Ma perchè, per Bacco, o signor rappresentante del P. M., ma perchè voi che avete saltato tutto ciò che poteva dar senso a quest'opera, perchè vi siete dimenticato di un'altra antitesi che alla vostra intelligenza non può essere sfuggita, in quel capitolo in cui si parla—e voi lo avete accennato troppo rapidamente—del viaggio dell'eroe Mafarka agli Ipogei, dove va a trovare la madre e le parla, e le dice: «Ti porto il cadavere di mio fratello Magamal, che è morto di idrofobia per aver combattuto eroicamente: io non l'ho ucciso, madre; non domandare perchè non ho potuto salvarlo, io non sono che io, io sono il fratello che l'amavo e non ho combattuto per la mia ambizione, madre, ho combattuto anche per lui. Un regno, gli volevo dare, e la più bella fanciulla del regno! L'ho difeso sempre, ma egli è morto! Madre, perdonami perchè io soffro, perchè io genererò chi ti compensi di questo strazio.» E allora, signor rappresentante del P. M., giacchè facciamo i miopi, giacchè ci mettiamo gli occhiali della diffidenza e dell'odio, fermiamoci. Ma non c'è antitesi anche qui? E allora, se si vuol distruggere la donna, come, nel momento supremo di questa generazione senza intervento femminile, come ricordarsi della madre e perchè far omaggio alla madre? Ma non è invece da questa antitesi straziante, da questa dialettica eterna che nasce la grande bellezza?
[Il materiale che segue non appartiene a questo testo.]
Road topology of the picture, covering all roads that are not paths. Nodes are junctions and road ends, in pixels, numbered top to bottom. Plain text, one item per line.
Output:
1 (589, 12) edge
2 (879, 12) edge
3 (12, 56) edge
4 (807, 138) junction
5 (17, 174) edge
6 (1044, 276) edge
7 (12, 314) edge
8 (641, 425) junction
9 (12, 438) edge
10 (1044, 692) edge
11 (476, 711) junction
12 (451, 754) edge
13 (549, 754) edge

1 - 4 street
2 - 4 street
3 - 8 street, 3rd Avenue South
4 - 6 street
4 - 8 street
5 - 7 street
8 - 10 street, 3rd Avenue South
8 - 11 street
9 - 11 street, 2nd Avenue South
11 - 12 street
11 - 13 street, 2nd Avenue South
Ma l'eroe non è eroe appunto perchè afferma e nega sè stesso: ma non è lo strazio, l'inquietudine, la febbre, il delirio, l'estasi che afferma ciò che è l'eroe? Gli uomini conseguenti, gli uomini precisi, assoluti, sono impiegati di banca, droghieri sentimentali; ma non diventeranno mai dei condottieri di popolo o dei grandi letterati. Allora io sono costretto, non è vero, e domando scusa al Tribunale illustrissimo, sono costretto a far ciò che il P. M. non ha voluto fare. (Applausi).

Ma siamo in questa situazione. È facile avvelenare il giudizio degli uomini, non è facile dare l'antidoto; è facile, Signori del Tribunale, sceverare pagina da pagina e dare di un volume un'impressione che possa anche sembrare di disgusto: non è facile in altrettanto pochi minuti ricostruire il volume. Se io volessi fare il malvagio, vi direi: che cosa sono i Promessi Sposi?
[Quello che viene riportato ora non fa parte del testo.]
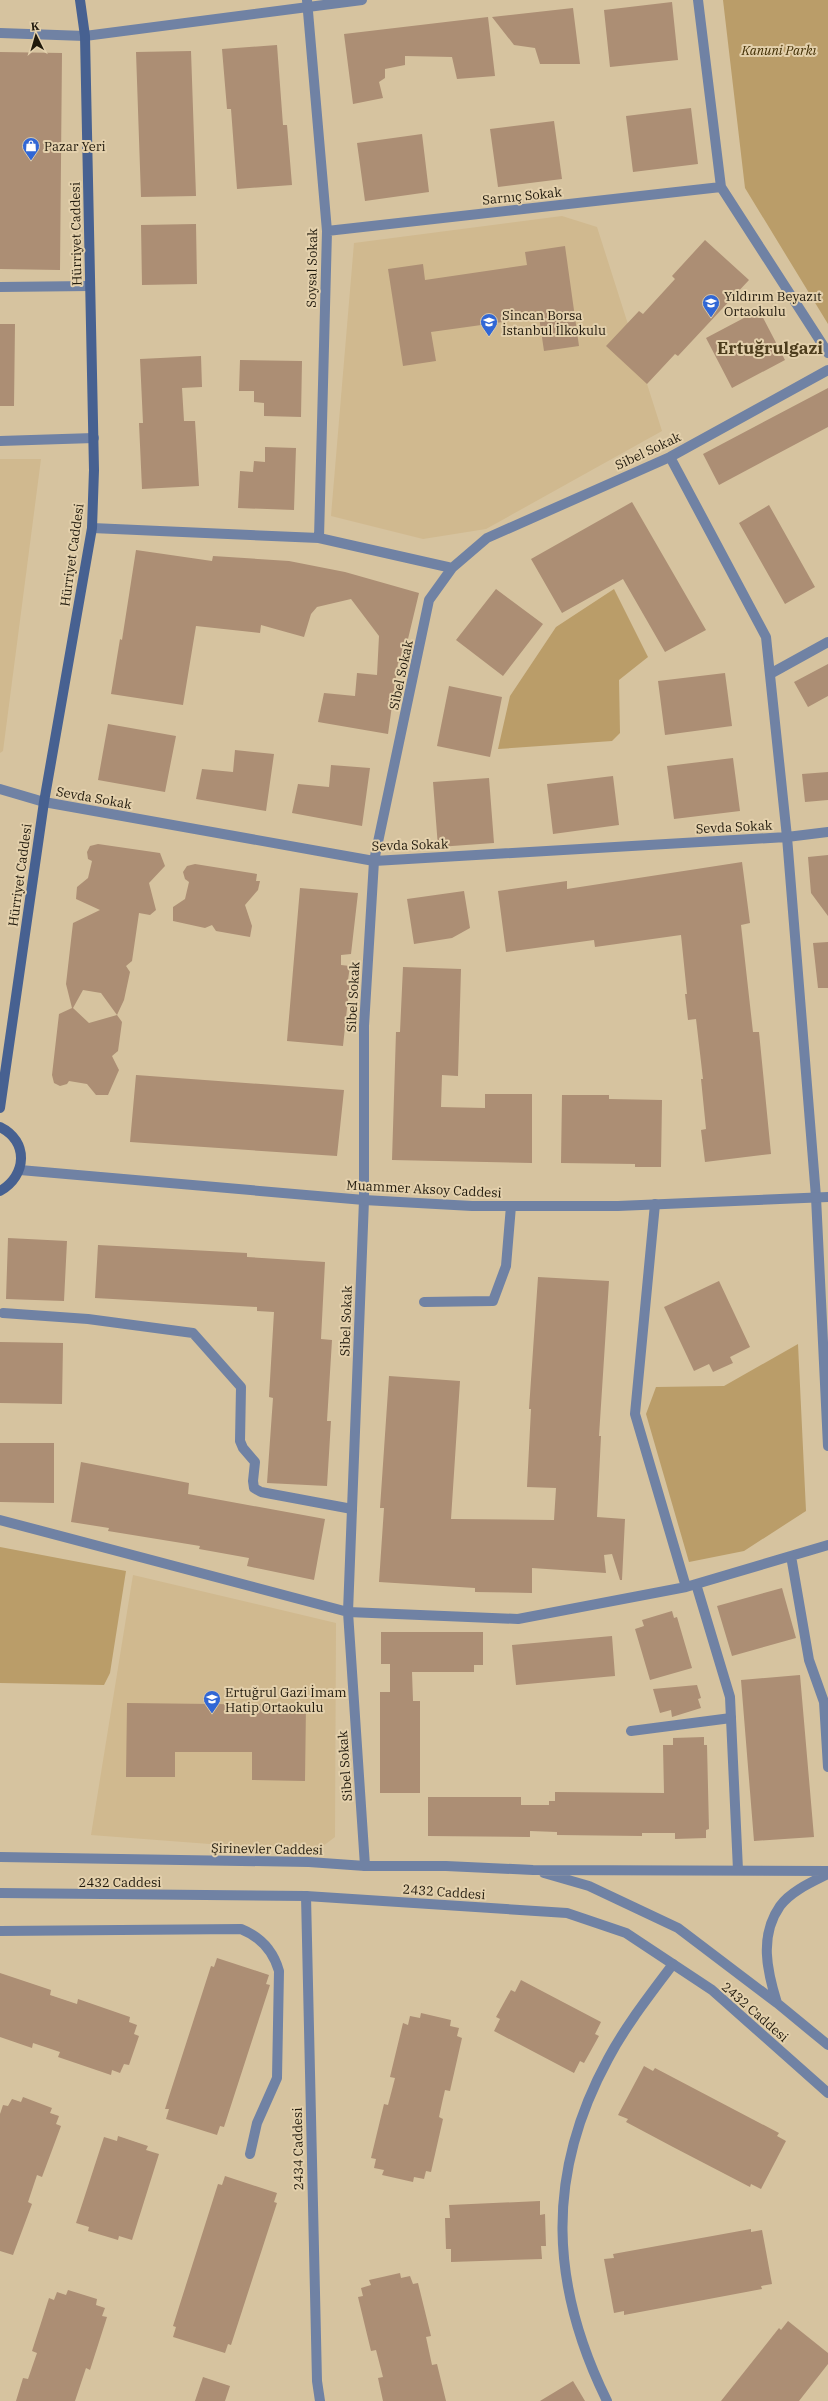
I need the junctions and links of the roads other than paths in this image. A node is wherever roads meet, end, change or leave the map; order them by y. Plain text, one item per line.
1 (80, 0) edge
2 (362, 0) edge
3 (698, 0) edge
4 (307, 4) edge
5 (0, 33) edge
6 (85, 36) junction
7 (721, 187) junction
8 (327, 231) junction
9 (90, 286) junction
10 (0, 287) edge
11 (828, 353) edge
12 (828, 370) edge
13 (94, 438) junction
14 (0, 441) edge
15 (670, 457) junction
16 (92, 528) junction
17 (320, 538) junction
18 (452, 568) junction
19 (828, 642) edge
20 (770, 674) junction
21 (0, 789) edge
22 (44, 802) junction
23 (828, 832) edge
24 (787, 837) junction
25 (374, 861) junction
26 (0, 1108) edge
27 (0, 1127) edge
28 (20, 1170) junction
29 (0, 1191) edge
30 (816, 1197) junction
31 (828, 1197) edge
32 (364, 1200) junction
33 (655, 1204) junction
34 (511, 1206) junction
35 (424, 1302) dead end
36 (3, 1313) dead end
37 (828, 1446) edge
38 (352, 1509) junction
39 (0, 1520) edge
40 (828, 1545) edge
41 (791, 1556) junction
42 (691, 1586) junction
43 (348, 1612) junction
44 (730, 1718) junction
45 (631, 1731) dead end
46 (828, 1767) edge
47 (0, 1857) edge
48 (365, 1866) junction
49 (533, 1870) junction
50 (738, 1870) junction
51 (828, 1871) edge
52 (828, 1874) edge
53 (0, 1894) edge
54 (306, 1896) junction
55 (0, 1931) edge
56 (673, 1964) junction
57 (778, 2003) junction
58 (828, 2045) edge
59 (828, 2093) edge
60 (250, 2154) dead end
61 (320, 2401) edge
62 (607, 2401) edge

1 - 6 main road, Hürriyet Caddesi
2 - 4 street
3 - 7 street
4 - 6 street
4 - 8 street, Soysal Sokak
5 - 6 street
6 - 9 main road, Hürriyet Caddesi
7 - 8 street, Sarnıç Sokak
7 - 11 street
8 - 17 street, Soysal Sokak
9 - 10 street
9 - 13 main road, Hürriyet Caddesi
12 - 15 street, Sibel Sokak
13 - 14 street
13 - 16 main road, Hürriyet Caddesi
15 - 18 street, Sibel Sokak
15 - 20 street
16 - 17 street
16 - 22 main road, Hürriyet Caddesi
17 - 18 street
18 - 25 street, Sibel Sokak
19 - 20 street
20 - 24 street
21 - 22 street, Sevda Sokak
22 - 25 street, Sevda Sokak
22 - 26 main road, Hürriyet Caddesi
23 - 24 street, Sevda Sokak
24 - 25 street, Sevda Sokak
24 - 30 street
25 - 32 street, Sibel Sokak
27 - 28 main road
28 - 29 main road
28 - 32 street, Muammer Aksoy Caddesi
30 - 31 street, Muammer Aksoy Caddesi
30 - 33 street, Muammer Aksoy Caddesi
30 - 37 street
32 - 34 street, Muammer Aksoy Caddesi
32 - 38 street, Sibel Sokak
33 - 34 street, Muammer Aksoy Caddesi
33 - 42 street
34 - 35 street
36 - 38 street
38 - 43 street, Sibel Sokak
39 - 43 street
40 - 41 street
41 - 42 street
41 - 46 street
42 - 43 street
42 - 44 street
43 - 48 street, Sibel Sokak
44 - 45 street
44 - 50 street
47 - 48 street, Şirinevler Caddesi
48 - 49 street, Şirinevler Caddesi
49 - 50 street
49 - 57 street, 2432 Caddesi
50 - 51 street
52 - 57 street
53 - 54 street, 2432 Caddesi
54 - 56 street, 2432 Caddesi
54 - 61 street, 2434 Caddesi
55 - 60 street
56 - 59 street, 2432 Caddesi
56 - 62 street
57 - 58 street, 2432 Caddesi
Primo Capitolo: c'è un prete vigliacco il quale è un porco idiota e pauroso, che cammina con il suo breviario ed è fermato da due bravacci che gli proibiscono di unire in matrimonio la signorina Lucia con il contadino Renzo. Il prete dice di sì! Signori del Tribunale, era necessaria questa constatazione della vigliaccheria del prete, questa esaltazione della prepotenza dei bravacci? Ma c'è di peggio, Signori del Tribunale. Il povero amante Renzo va per le sue nozze con Lucia ed è respinto col latino, il latino dolce, santo, il bel latino della nostra fede infantile, quello che ha accompagnata la grandezza cattolica del popolo italiano: eccolo, questo latino, maculato sul labbro di un vile parroco. Era necessario in uno scrittore cattolico questa profanazione del latino, della santità religiosa? Ma c'è di peggio. Si continua: Renzo si ribella, si ribella e cerca per frode di avere in moglie la sua donna. E c'è persino il consiglio di un frate: fra Cristoforo. Era necessaria, Signori del Tribunale, questa complicità di un frate, di un contadino, di una madre, per la frode al prete? Ma bisognava invece andare a Milano, parlare col vescovo, col cardinale: questo era l'insegnamento di un sant'uomo. Fama usurpata anche quella del cattolico Manzoni! Ma c'è di peggio, Signori del Tribunale. La monaca di Monza, una triste donna, signora del peccato, amante di Egidio, l'assassina della conversa, colei che porta la sua sensualità tormentosa là dove dovrebbe essere precetto la macerazione dello spirito e della carne, l'elevazione nella grande speranza dell'al di là. Ed era necessario che questo martirio dei sensi ci fosse definito in venti, in trenta ed in quaranta pagine, sospendendo l'azione ed allontanando il romanzo dalla sua economia generale, creando quello strano senso di stanchezza di cui vi ha parlato del resto un grande poeta e critico: Vincenzo Monti. Quello sì che era uno spirito acuto, il quale, appena usciti i Promessi Sposi, disse: Non avrà fortuna questo libro, perchè troppo dotto per gli umili e troppo umile per i dotti; è di moralità ipocrita, e perciò non potrà vivere.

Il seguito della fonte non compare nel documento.